Department of Epidemiology and Community Health, Division of Public Health, University of Minnesota, Minneapolis, Minnesota.
Departments of Epidemiology and Biostatistics and Psychiatry and Neurology, University of California, San Francisco, San Francisco, California.
Clin J Am Soc Nephrol. 2020 Apr 7;15(4):455-464. doi: 10.2215/CJN.10570919. Epub 2020 Mar 26.
Hypertension is highly prevalent in patients with CKD as is cognitive impairment and frailty, but the link between them is understudied. Our objective was to determine the association between ambulatory BP patterns, cognitive function, physical function, and frailty among patients with nondialysis-dependent CKD.
DESIGN, SETTING, PARTICIPANTS, & MEASUREMENTS: Ambulatory BP readings were obtained on 1502 participants of the Chronic Renal Insufficiency Cohort. We evaluated the following exposures: () BP patterns (white coat, masked, sustained versus controlled hypertension) and () dipping patterns (reverse, extreme, nondippers versus normal dippers). Outcomes included the following: () cognitive impairment scores from the Modified Mini Mental Status Examination of <85, <80, and <75 for participants <65, 65-79, and ≥80 years, respectively; () physical function, measured by the short physical performance battery (SPPB), with higher scores (0-12) indicating better functioning; and () frailty, measured by meeting three or more of the following criteria: slow gait speed, muscle weakness, low physical activity, exhaustion, and unintentional weight loss. Cognitive function and frailty were assessed at the time of ambulatory BP (baseline) and annually thereafter. SPPB was assessed at baseline logistic and linear regression and Cox discrete models assessed the cross-sectional and longitudinal relationship between dipping and BP patterns and outcomes.

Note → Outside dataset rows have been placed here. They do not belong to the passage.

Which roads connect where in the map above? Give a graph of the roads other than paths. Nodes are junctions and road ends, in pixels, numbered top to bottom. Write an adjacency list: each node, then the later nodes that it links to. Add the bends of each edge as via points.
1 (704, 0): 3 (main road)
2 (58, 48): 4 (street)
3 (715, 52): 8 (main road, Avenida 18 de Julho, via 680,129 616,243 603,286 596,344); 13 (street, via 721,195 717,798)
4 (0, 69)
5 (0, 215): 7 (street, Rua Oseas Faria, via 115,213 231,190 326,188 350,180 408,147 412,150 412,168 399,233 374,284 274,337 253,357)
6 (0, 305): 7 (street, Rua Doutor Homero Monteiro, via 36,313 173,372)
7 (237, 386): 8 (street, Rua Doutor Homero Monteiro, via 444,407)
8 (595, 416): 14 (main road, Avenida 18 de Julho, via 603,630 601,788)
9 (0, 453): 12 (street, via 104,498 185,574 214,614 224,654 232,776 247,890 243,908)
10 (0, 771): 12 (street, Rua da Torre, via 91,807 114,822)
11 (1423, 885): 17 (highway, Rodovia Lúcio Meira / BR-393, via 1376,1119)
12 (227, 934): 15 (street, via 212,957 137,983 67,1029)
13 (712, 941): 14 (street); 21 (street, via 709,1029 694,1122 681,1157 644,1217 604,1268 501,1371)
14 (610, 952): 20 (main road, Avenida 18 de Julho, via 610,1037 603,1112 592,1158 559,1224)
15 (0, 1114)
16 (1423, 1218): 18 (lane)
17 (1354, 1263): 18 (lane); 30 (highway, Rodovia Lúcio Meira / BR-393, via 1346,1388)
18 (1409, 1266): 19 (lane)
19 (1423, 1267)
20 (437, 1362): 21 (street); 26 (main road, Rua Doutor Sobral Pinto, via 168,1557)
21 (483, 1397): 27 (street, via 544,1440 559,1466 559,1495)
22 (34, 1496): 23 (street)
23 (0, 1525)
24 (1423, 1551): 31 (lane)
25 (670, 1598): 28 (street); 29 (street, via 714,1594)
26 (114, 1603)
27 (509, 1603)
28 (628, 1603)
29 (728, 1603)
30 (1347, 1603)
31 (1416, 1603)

Mean age of participants was 63±10 years, 56% were male, and 39% were black. At baseline, 129 participants had cognitive impairment, and 275 were frail. Median SPPB score was 9 (interquartile range, 7-10). At baseline, participants with masked hypertension had 0.41 (95% CI, -0.78 to -0.05) lower SPPB scores compared with those with controlled hypertension in the fully adjusted model. Over 4 years of follow-up, 529 participants had incident frailty, and 207 had incident cognitive impairment. After multivariable adjustment, there was no association between BP or dipping patterns and incident frailty or cognitive impairment.

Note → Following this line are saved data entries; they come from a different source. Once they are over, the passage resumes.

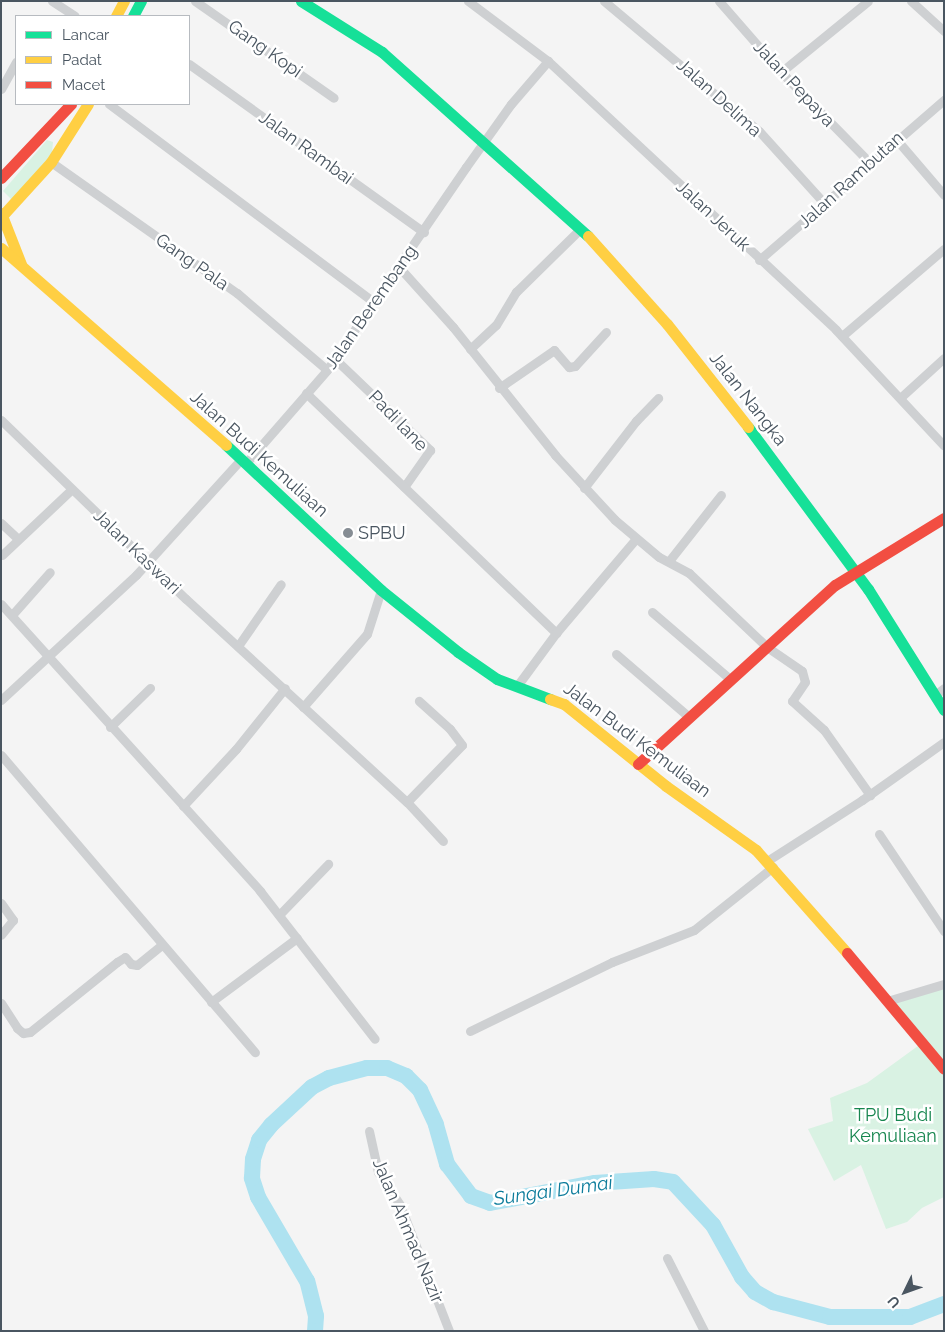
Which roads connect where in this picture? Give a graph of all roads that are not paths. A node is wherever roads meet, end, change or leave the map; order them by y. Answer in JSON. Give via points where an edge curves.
{"nodes":[{"id":1,"x":52,"y":1,"type":"edge"},
{"id":2,"x":124,"y":1,"type":"edge"},
{"id":3,"x":141,"y":1,"type":"edge"},
{"id":4,"x":195,"y":1,"type":"edge"},
{"id":5,"x":301,"y":1,"type":"edge"},
{"id":6,"x":468,"y":1,"type":"edge"},
{"id":7,"x":604,"y":1,"type":"edge"},
{"id":8,"x":719,"y":1,"type":"edge"},
{"id":9,"x":868,"y":1,"type":"edge"},
{"id":10,"x":911,"y":1,"type":"edge"},
{"id":11,"x":73,"y":15,"type":"edge"},
{"id":12,"x":117,"y":15,"type":"edge"},
{"id":13,"x":134,"y":15,"type":"edge"},
{"id":14,"x":944,"y":31,"type":"edge"},
{"id":15,"x":548,"y":62,"type":"junction"},
{"id":16,"x":15,"y":64,"type":"edge"},
{"id":17,"x":190,"y":65,"type":"edge"},
{"id":18,"x":781,"y":72,"type":"junction"},
{"id":19,"x":2,"y":85,"type":"edge"},
{"id":20,"x":334,"y":98,"type":"dead end"},
{"id":21,"x":944,"y":100,"type":"edge"},
{"id":22,"x":70,"y":105,"type":"edge"},
{"id":23,"x":87,"y":105,"type":"edge"},
{"id":24,"x":110,"y":105,"type":"edge"},
{"id":25,"x":896,"y":140,"type":"junction"},
{"id":26,"x":486,"y":142,"type":"junction"},
{"id":27,"x":51,"y":162,"type":"junction"},
{"id":28,"x":871,"y":164,"type":"junction"},
{"id":29,"x":1,"y":178,"type":"edge"},
{"id":30,"x":944,"y":195,"type":"edge"},
{"id":31,"x":825,"y":204,"type":"junction"},
{"id":32,"x":2,"y":215,"type":"edge"},
{"id":33,"x":580,"y":229,"type":"junction"},
{"id":34,"x":424,"y":232,"type":"junction"},
{"id":35,"x":1,"y":248,"type":"edge"},
{"id":36,"x":944,"y":249,"type":"edge"},
{"id":37,"x":759,"y":260,"type":"junction"},
{"id":38,"x":399,"y":267,"type":"junction"},
{"id":39,"x":22,"y":268,"type":"junction"},
{"id":40,"x":375,"y":303,"type":"junction"},
{"id":41,"x":606,"y":332,"type":"dead end"},
{"id":42,"x":842,"y":336,"type":"junction"},
{"id":43,"x":470,"y":349,"type":"junction"},
{"id":44,"x":944,"y":358,"type":"edge"},
{"id":45,"x":335,"y":359,"type":"junction"},
{"id":46,"x":327,"y":370,"type":"junction"},
{"id":47,"x":499,"y":388,"type":"junction"},
{"id":48,"x":306,"y":393,"type":"junction"},
{"id":49,"x":658,"y":398,"type":"dead end"},
{"id":50,"x":900,"y":398,"type":"junction"},
{"id":51,"x":1,"y":420,"type":"edge"},
{"id":52,"x":944,"y":446,"type":"edge"},
{"id":53,"x":243,"y":461,"type":"junction"},
{"id":54,"x":404,"y":487,"type":"junction"},
{"id":55,"x":584,"y":488,"type":"junction"},
{"id":56,"x":71,"y":490,"type":"junction"},
{"id":57,"x":721,"y":495,"type":"dead end"},
{"id":58,"x":944,"y":518,"type":"edge"},
{"id":59,"x":1,"y":523,"type":"edge"},
{"id":60,"x":18,"y":539,"type":"junction"},
{"id":61,"x":635,"y":540,"type":"junction"},
{"id":62,"x":2,"y":555,"type":"edge"},
{"id":63,"x":669,"y":561,"type":"junction"},
{"id":64,"x":148,"y":562,"type":"junction"},
{"id":65,"x":50,"y":572,"type":"dead end"},
{"id":66,"x":853,"y":572,"type":"junction"},
{"id":67,"x":281,"y":584,"type":"dead end"},
{"id":68,"x":381,"y":590,"type":"junction"},
{"id":69,"x":1,"y":604,"type":"edge"},
{"id":70,"x":652,"y":612,"type":"dead end"},
{"id":71,"x":12,"y":615,"type":"junction"},
{"id":72,"x":556,"y":633,"type":"junction"},
{"id":73,"x":238,"y":646,"type":"junction"},
{"id":74,"x":767,"y":647,"type":"junction"},
{"id":75,"x":616,"y":654,"type":"dead end"},
{"id":76,"x":48,"y":657,"type":"junction"},
{"id":77,"x":730,"y":680,"type":"junction"},
{"id":78,"x":517,"y":686,"type":"junction"},
{"id":79,"x":150,"y":688,"type":"dead end"},
{"id":80,"x":284,"y":688,"type":"junction"},
{"id":81,"x":939,"y":691,"type":"edge"},
{"id":82,"x":1,"y":700,"type":"edge"},
{"id":83,"x":419,"y":701,"type":"dead end"},
{"id":84,"x":304,"y":707,"type":"junction"},
{"id":85,"x":944,"y":710,"type":"edge"},
{"id":86,"x":689,"y":717,"type":"junction"},
{"id":87,"x":110,"y":727,"type":"junction"},
{"id":88,"x":944,"y":742,"type":"edge"},
{"id":89,"x":1,"y":755,"type":"edge"},
{"id":90,"x":638,"y":764,"type":"junction"},
{"id":91,"x":870,"y":795,"type":"junction"},
{"id":92,"x":407,"y":802,"type":"junction"},
{"id":93,"x":183,"y":806,"type":"junction"},
{"id":94,"x":879,"y":834,"type":"dead end"},
{"id":95,"x":443,"y":842,"type":"dead end"},
{"id":96,"x":328,"y":864,"type":"dead end"},
{"id":97,"x":770,"y":864,"type":"junction"},
{"id":98,"x":1,"y":903,"type":"edge"},
{"id":99,"x":279,"y":915,"type":"junction"},
{"id":100,"x":944,"y":931,"type":"edge"},
{"id":101,"x":1,"y":935,"type":"edge"},
{"id":102,"x":297,"y":938,"type":"junction"},
{"id":103,"x":162,"y":945,"type":"junction"},
{"id":104,"x":944,"y":984,"type":"edge"},
{"id":105,"x":887,"y":1001,"type":"junction"},
{"id":106,"x":211,"y":1002,"type":"junction"},
{"id":107,"x":1,"y":1004,"type":"edge"},
{"id":108,"x":470,"y":1031,"type":"dead end"},
{"id":109,"x":376,"y":1039,"type":"dead end"},
{"id":110,"x":255,"y":1052,"type":"dead end"},
{"id":111,"x":944,"y":1069,"type":"edge"},
{"id":112,"x":369,"y":1131,"type":"dead end"},
{"id":113,"x":667,"y":1258,"type":"dead end"},
{"id":114,"x":449,"y":1331,"type":"edge"},
{"id":115,"x":704,"y":1331,"type":"edge"}],
"edges":[{"from":1,"to":11,"type":"street"},
{"from":2,"to":12,"type":"street"},
{"from":3,"to":13,"type":"street"},
{"from":4,"to":20,"type":"street","name":"Gang Kopi"},
{"from":5,"to":26,"type":"street","name":"Jalan Nangka","via":[[382,52]]},
{"from":6,"to":15,"type":"street","name":"Jalan Jeruk"},
{"from":7,"to":31,"type":"street","name":"Jalan Delima","via":[[759,131]]},
{"from":8,"to":18,"type":"street","name":"Jalan Pepaya"},
{"from":9,"to":18,"type":"street"},
{"from":10,"to":14,"type":"street"},
{"from":15,"to":26,"type":"street","name":"Jalan Berembang","via":[[511,104]]},
{"from":15,"to":37,"type":"street","name":"Jalan Jeruk"},
{"from":16,"to":19,"type":"street"},
{"from":17,"to":34,"type":"street","name":"Jalan Rambai"},
{"from":18,"to":28,"type":"street","name":"Jalan Pepaya"},
{"from":21,"to":25,"type":"street","name":"Jalan Rambutan"},
{"from":22,"to":29,"type":"street"},
{"from":23,"to":27,"type":"street"},
{"from":24,"to":40,"type":"street"},
{"from":25,"to":28,"type":"street","name":"Jalan Rambutan"},
{"from":25,"to":30,"type":"street"},
{"from":26,"to":33,"type":"street","name":"Jalan Nangka"},
{"from":26,"to":34,"type":"street","name":"Jalan Berembang"},
{"from":27,"to":32,"type":"street"},
{"from":27,"to":46,"type":"street","name":"Gang Pala","via":[[237,294]]},
{"from":28,"to":31,"type":"street","name":"Jalan Rambutan"},
{"from":31,"to":37,"type":"street","name":"Jalan Rambutan"},
{"from":32,"to":39,"type":"street","name":"Jalan Budi Kemuliaan"},
{"from":33,"to":43,"type":"street","via":[[516,292],[496,326]]},
{"from":33,"to":66,"type":"street","name":"Jalan Nangka","via":[[667,324],[761,444]]},
{"from":34,"to":38,"type":"street","name":"Jalan Berembang"},
{"from":35,"to":39,"type":"street","name":"Jalan Budi Kemuliaan"},
{"from":36,"to":42,"type":"street"},
{"from":37,"to":42,"type":"street","name":"Jalan Jeruk"},
{"from":38,"to":40,"type":"street","name":"Jalan Berembang"},
{"from":38,"to":43,"type":"street"},
{"from":39,"to":53,"type":"street","name":"Jalan Budi Kemuliaan"},
{"from":40,"to":45,"type":"street","name":"Jalan Berembang"},
{"from":41,"to":47,"type":"street","via":[[575,366],[569,367],[554,350]]},
{"from":42,"to":50,"type":"street","name":"Jalan Jeruk"},
{"from":43,"to":47,"type":"street"},
{"from":44,"to":50,"type":"street"},
{"from":45,"to":46,"type":"street","name":"Jalan Berembang"},
{"from":45,"to":54,"type":"street","name":"Padi lane","via":[[430,450]]},
{"from":46,"to":48,"type":"street","name":"Jalan Berembang"},
{"from":47,"to":55,"type":"street"},
{"from":48,"to":53,"type":"street","name":"Jalan Berembang"},
{"from":48,"to":54,"type":"street"},
{"from":49,"to":55,"type":"street"},
{"from":50,"to":52,"type":"street","name":"Jalan Jeruk"},
{"from":51,"to":56,"type":"street","name":"Jalan Kaswari"},
{"from":53,"to":64,"type":"street","name":"Jalan Berembang"},
{"from":53,"to":68,"type":"street","name":"Jalan Budi Kemuliaan"},
{"from":54,"to":72,"type":"street"},
{"from":55,"to":61,"type":"street"},
{"from":56,"to":60,"type":"street"},
{"from":56,"to":64,"type":"street","name":"Jalan Kaswari"},
{"from":57,"to":63,"type":"street"},
{"from":58,"to":66,"type":"street"},
{"from":59,"to":60,"type":"street"},
{"from":60,"to":62,"type":"street"},
{"from":61,"to":63,"type":"street"},
{"from":61,"to":72,"type":"street"},
{"from":63,"to":74,"type":"street","via":[[689,573]]},
{"from":64,"to":73,"type":"street","name":"Jalan Kaswari"},
{"from":64,"to":76,"type":"street","name":"Jalan Berembang"},
{"from":65,"to":71,"type":"street"},
{"from":66,"to":74,"type":"street","via":[[818,599]]},
{"from":66,"to":81,"type":"street","name":"Jalan Nangka"},
{"from":67,"to":73,"type":"street"},
{"from":68,"to":78,"type":"street","name":"Jalan Budi Kemuliaan","via":[[475,665]]},
{"from":68,"to":84,"type":"street","via":[[367,634]]},
{"from":69,"to":71,"type":"street"},
{"from":70,"to":77,"type":"street"},
{"from":71,"to":76,"type":"street"},
{"from":72,"to":78,"type":"street"},
{"from":73,"to":80,"type":"street","name":"Jalan Kaswari"},
{"from":74,"to":77,"type":"street"},
{"from":74,"to":91,"type":"street","via":[[805,675],[805,682],[792,701],[824,730]]},
{"from":75,"to":86,"type":"street"},
{"from":76,"to":82,"type":"street","name":"Jalan Berembang"},
{"from":76,"to":87,"type":"street"},
{"from":77,"to":86,"type":"street"},
{"from":78,"to":90,"type":"street","name":"Jalan Budi Kemuliaan","via":[[564,704]]},
{"from":79,"to":87,"type":"street"},
{"from":80,"to":84,"type":"street","name":"Jalan Kaswari"},
{"from":80,"to":93,"type":"street","via":[[236,749]]},
{"from":81,"to":85,"type":"street","name":"Jalan Nangka"},
{"from":83,"to":92,"type":"street","via":[[455,734],[462,745]]},
{"from":84,"to":92,"type":"street","name":"Jalan Kaswari"},
{"from":86,"to":90,"type":"street"},
{"from":87,"to":93,"type":"street"},
{"from":88,"to":91,"type":"street"},
{"from":89,"to":103,"type":"street","via":[[61,821]]},
{"from":90,"to":97,"type":"street","name":"Jalan Budi Kemuliaan","via":[[742,838]]},
{"from":91,"to":97,"type":"street"},
{"from":92,"to":95,"type":"street","name":"Jalan Kaswari"},
{"from":93,"to":99,"type":"street"},
{"from":94,"to":100,"type":"street"},
{"from":96,"to":99,"type":"street"},
{"from":97,"to":105,"type":"street","name":"Jalan Budi Kemuliaan"},
{"from":97,"to":108,"type":"street","via":[[694,930],[612,962]]},
{"from":98,"to":101,"type":"street","via":[[13,920]]},
{"from":99,"to":102,"type":"street"},
{"from":102,"to":106,"type":"street"},
{"from":102,"to":109,"type":"street"},
{"from":103,"to":106,"type":"street"},
{"from":103,"to":107,"type":"street","via":[[137,965],[125,957],[117,962],[30,1032],[23,1033],[17,1028]]},
{"from":104,"to":105,"type":"street"},
{"from":105,"to":111,"type":"street","name":"Jalan Budi Kemuliaan"},
{"from":106,"to":110,"type":"street"},
{"from":112,"to":114,"type":"street","name":"Jalan Ahmad Nazir","via":[[378,1172],[400,1206]]},
{"from":113,"to":115,"type":"street"}]}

In patients with CKD, dipping and BP patterns are not associated with incident or prevalent cognitive impairment or prevalent frailty.

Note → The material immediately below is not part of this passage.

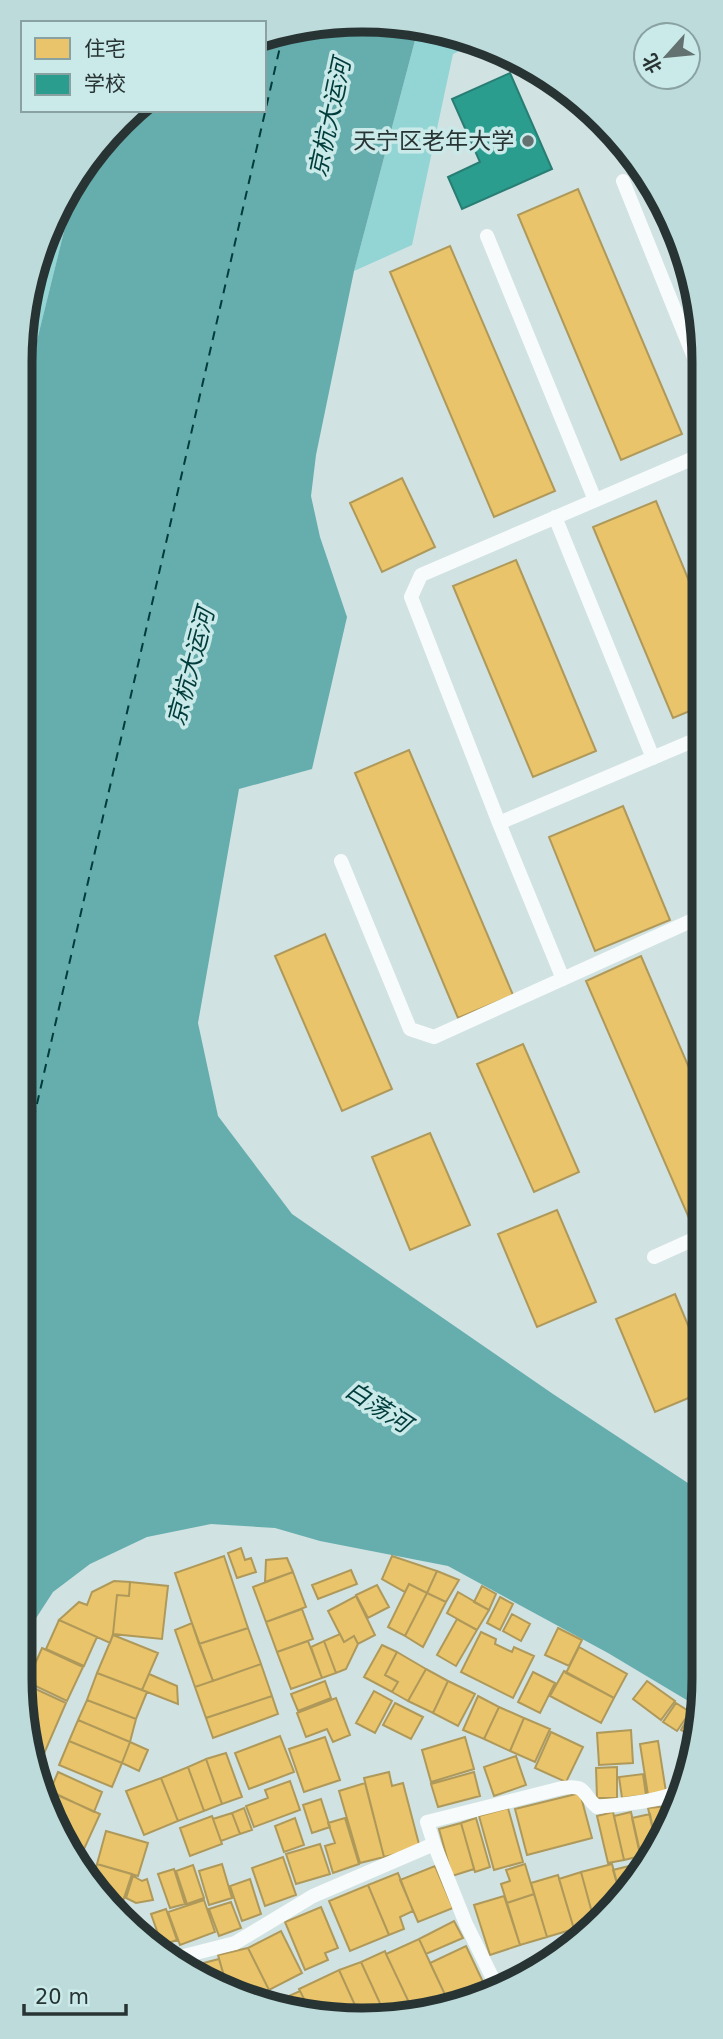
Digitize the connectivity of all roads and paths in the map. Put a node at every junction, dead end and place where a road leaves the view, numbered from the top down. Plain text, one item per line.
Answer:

高血压在非透析依赖型慢性肾脏病(CKD)患者中发病率很高,认知障碍和衰弱也是如此,但它们之间的联系尚未得到充分研究。我们的目的是确定非透析依赖型 CKD 患者的动态血压模式、认知功能、身体功能和衰弱之间的关系。
设计、设置、参与者和测量:在慢性肾功能不全队列的 1502 名参与者中获得了动态血压读数。我们评估了以下暴露因素:()血压模式(白大衣、隐匿性、持续性与控制性高血压)和()降压模式(逆转、极度、非杓型与正常杓型)。结果包括以下内容:()改良的迷你精神状态检查(Modified Mini Mental Status Examination)评分<85、<80 和<75 的认知障碍,分别适用于<65、65-79 和≥80 岁的参与者;()身体功能,通过短体适能测试(short physical performance battery,SPPB)进行评估,得分越高(0-12)表示功能越好;()衰弱,通过满足以下三个或更多标准来衡量:步态缓慢、肌肉无力、低体力活动、疲劳和非故意体重减轻。在进行动态血压(基线)检查时评估认知功能和衰弱,此后每年评估一次。在基线时进行逻辑和线性回归,Cox 离散模型评估了降压和血压模式与结果的横断面和纵向关系。
参与者的平均年龄为 63±10 岁,56%为男性,39%为黑人。基线时,129 名参与者存在认知障碍,275 名参与者衰弱。SPPB 中位数为 9(四分位距,7-10)。在完全调整的模型中,与控制性高血压相比,隐匿性高血压患者的 SPPB 得分低 0.41(95%置信区间,-0.78 至-0.05)。在 4 年的随访期间,529 名参与者出现了新的衰弱,207 名参与者出现了新的认知障碍。经过多变量调整后,BP 或降压模式与新发衰弱或认知障碍之间没有关联。
在 CKD 患者中,降压和血压模式与新发或现患认知障碍或现患衰弱无关。